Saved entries
---*---

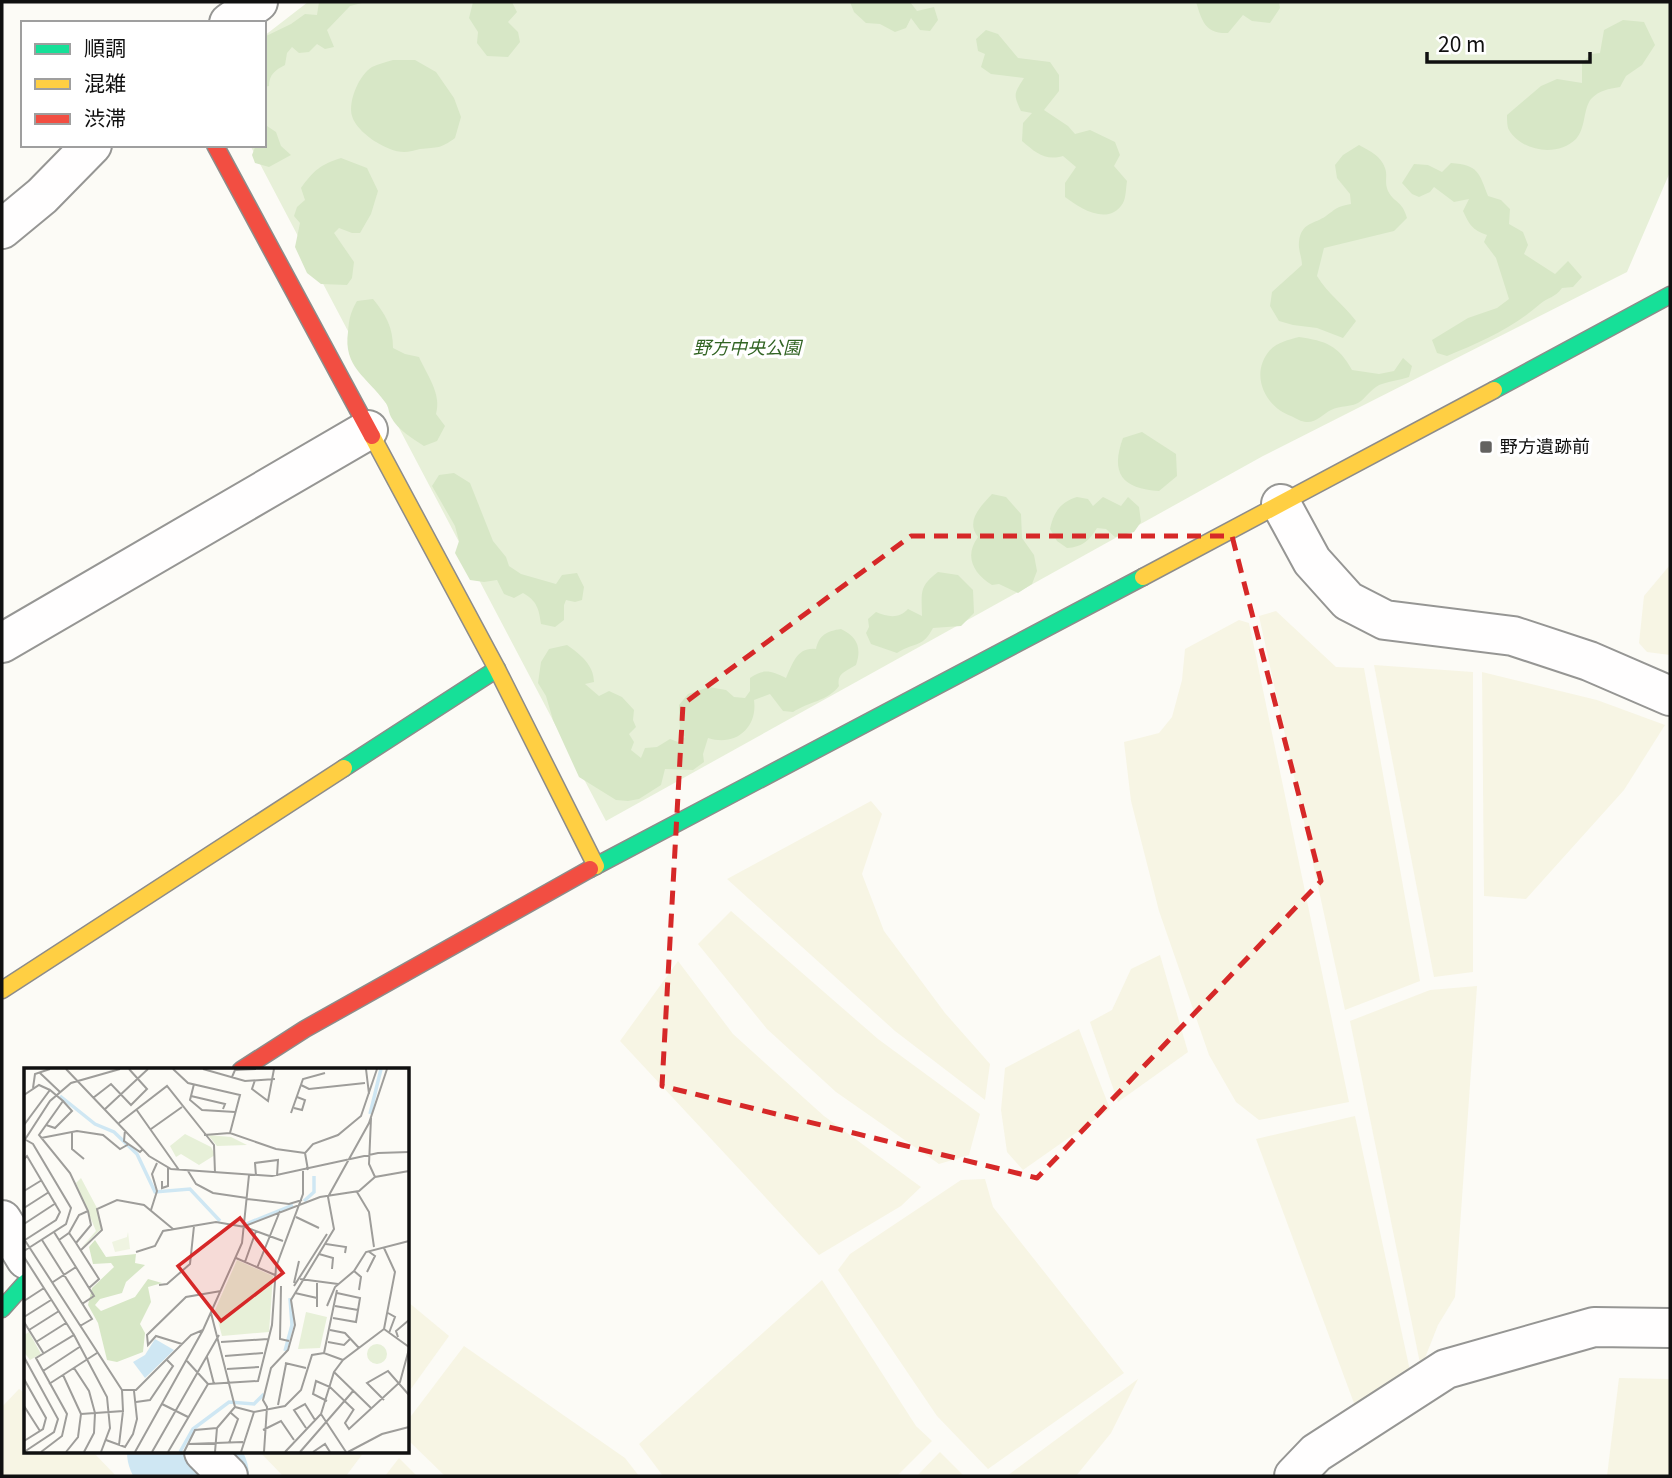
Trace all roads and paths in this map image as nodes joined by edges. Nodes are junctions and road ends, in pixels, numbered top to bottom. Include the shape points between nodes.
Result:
1 (258, 2) edge
2 (232, 21) edge
3 (90, 147) edge
4 (216, 147) edge
5 (2, 229) edge
6 (1670, 295) edge
7 (368, 430) junction
8 (1282, 504) junction
9 (2, 643) edge
10 (497, 669) junction
11 (1670, 696) edge
12 (596, 866) junction
13 (2, 990) edge
14 (244, 1068) edge
15 (2, 1220) edge
16 (24, 1256) edge
17 (2, 1269) edge
18 (24, 1272) edge
19 (24, 1284) edge
20 (2, 1309) edge
21 (1670, 1328) edge
22 (206, 1454) edge
23 (228, 1476) edge
24 (1294, 1476) edge

1 - 2 street
3 - 5 street
4 - 7 street
6 - 8 street
7 - 9 street
7 - 10 street
8 - 11 street via 1312,561 1348,601 1385,620 1513,636 1589,661
8 - 12 street
10 - 12 street
10 - 13 street
12 - 14 street via 305,1029
15 - 16 street
17 - 18 street
19 - 20 street
21 - 24 street via 1594,1327 1446,1369 1316,1453
22 - 23 street

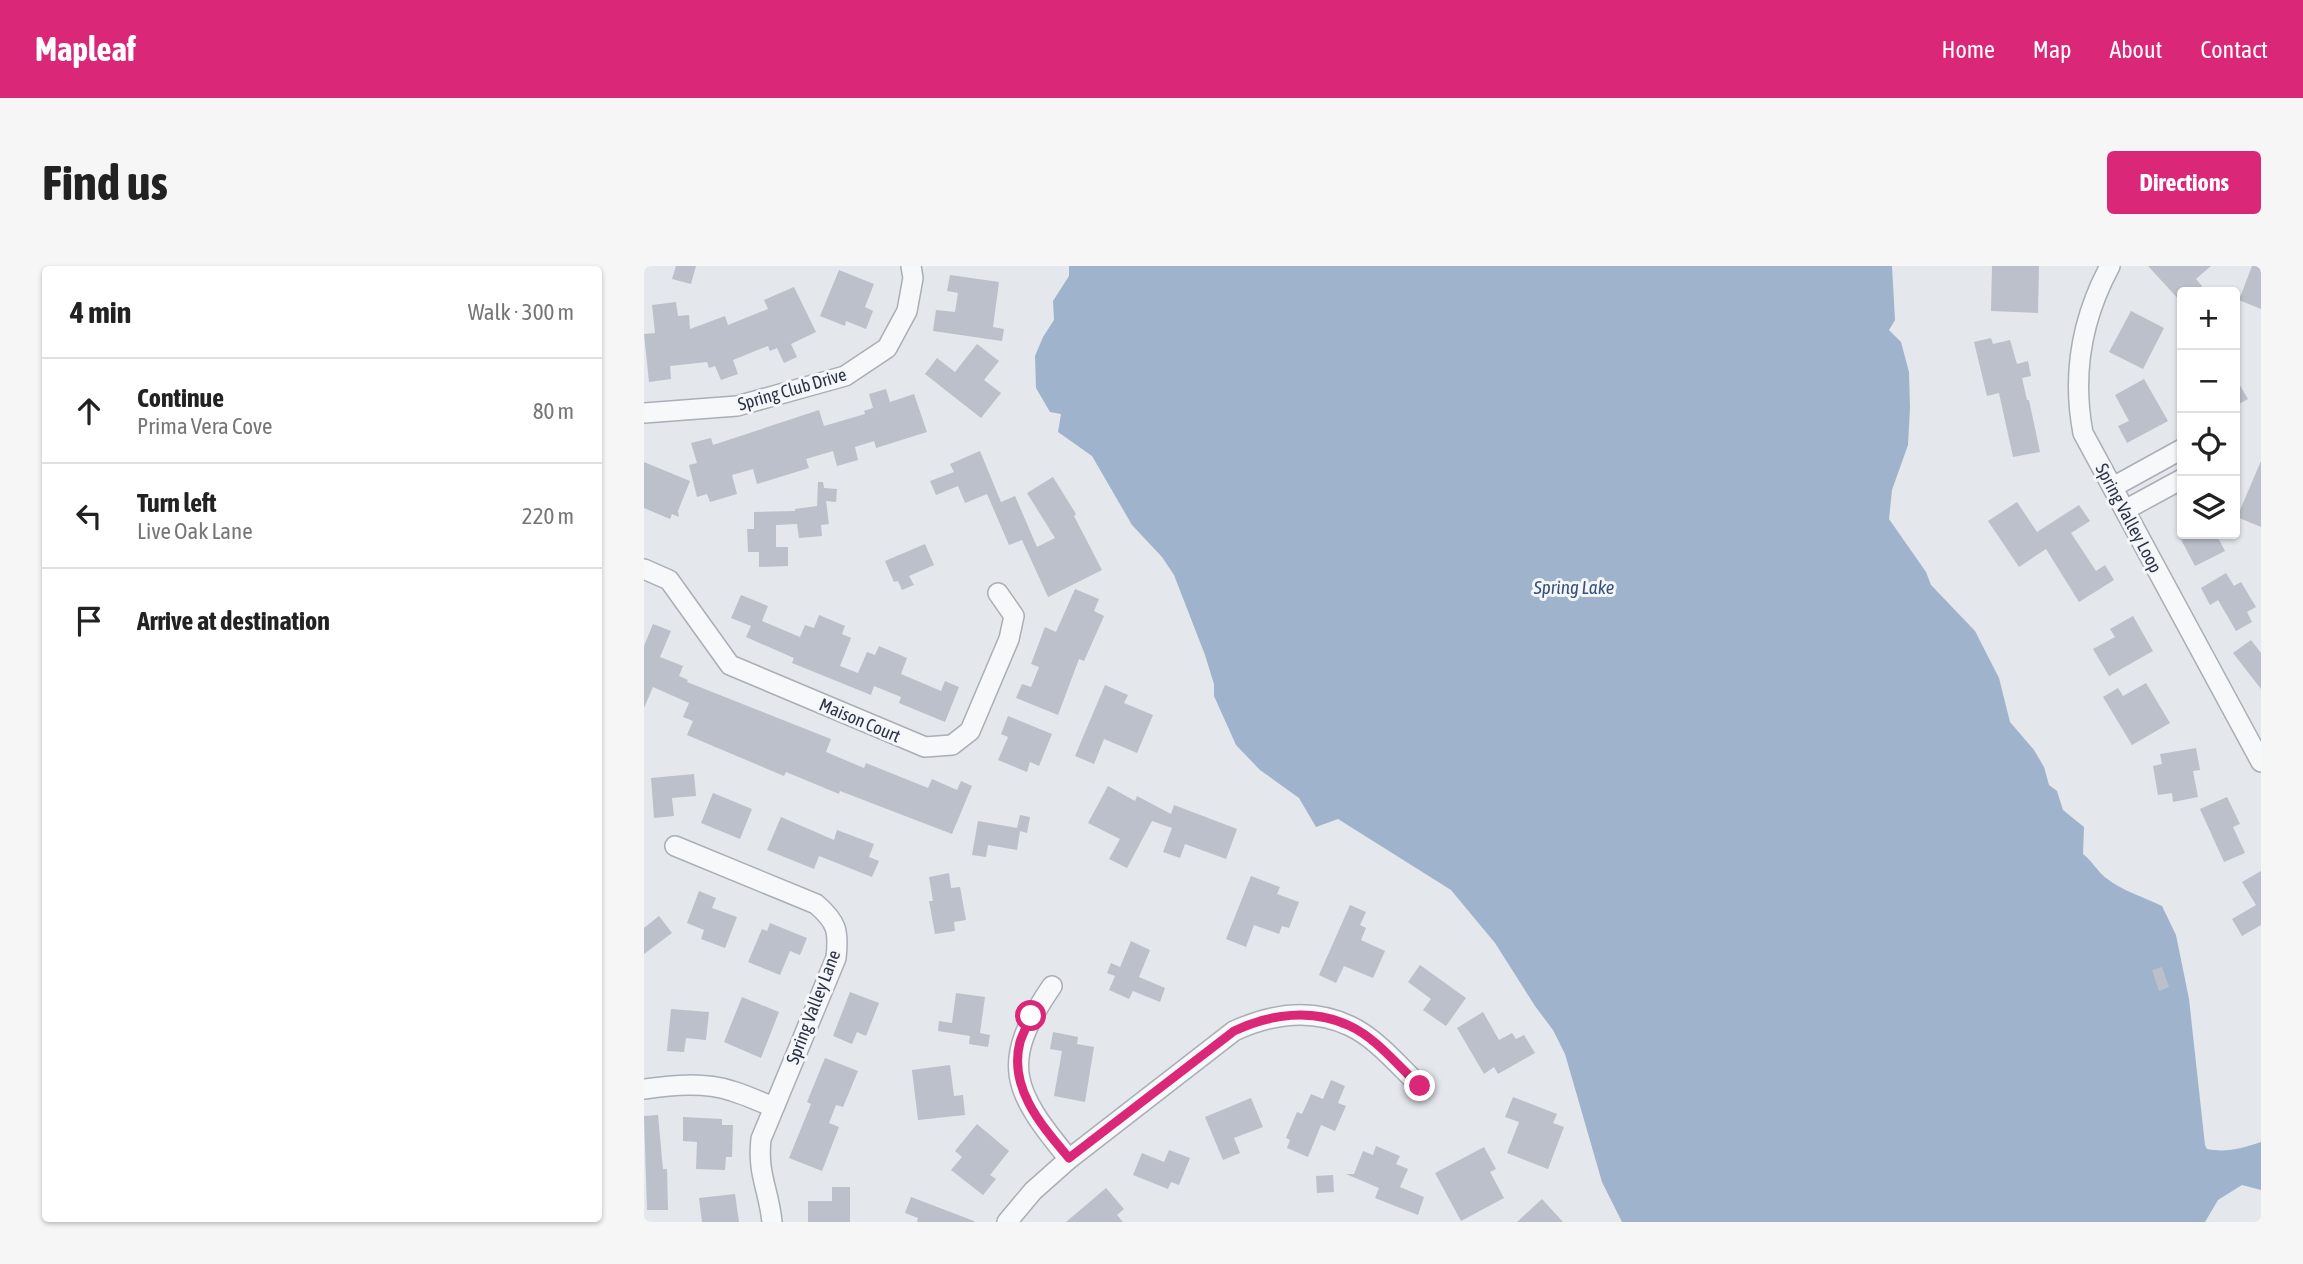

---*---

### TASK INSTRUCTIONS
Copy the records above exactly, omitting every picture.

### EXPECTED ANSWER
Trace all roads and paths in this map image as nodes joined by edges. Nodes are junctions and road ends, in pixels, numbered top to bottom. Include the shape points between nodes.
Result:
1 (258, 2) edge
2 (232, 21) edge
3 (90, 147) edge
4 (216, 147) edge
5 (2, 229) edge
6 (1670, 295) edge
7 (368, 430) junction
8 (1282, 504) junction
9 (2, 643) edge
10 (497, 669) junction
11 (1670, 696) edge
12 (596, 866) junction
13 (2, 990) edge
14 (244, 1068) edge
15 (2, 1220) edge
16 (24, 1256) edge
17 (2, 1269) edge
18 (24, 1272) edge
19 (24, 1284) edge
20 (2, 1309) edge
21 (1670, 1328) edge
22 (206, 1454) edge
23 (228, 1476) edge
24 (1294, 1476) edge

1 - 2 street
3 - 5 street
4 - 7 street
6 - 8 street
7 - 9 street
7 - 10 street
8 - 11 street via 1312,561 1348,601 1385,620 1513,636 1589,661
8 - 12 street
10 - 12 street
10 - 13 street
12 - 14 street via 305,1029
15 - 16 street
17 - 18 street
19 - 20 street
21 - 24 street via 1594,1327 1446,1369 1316,1453
22 - 23 street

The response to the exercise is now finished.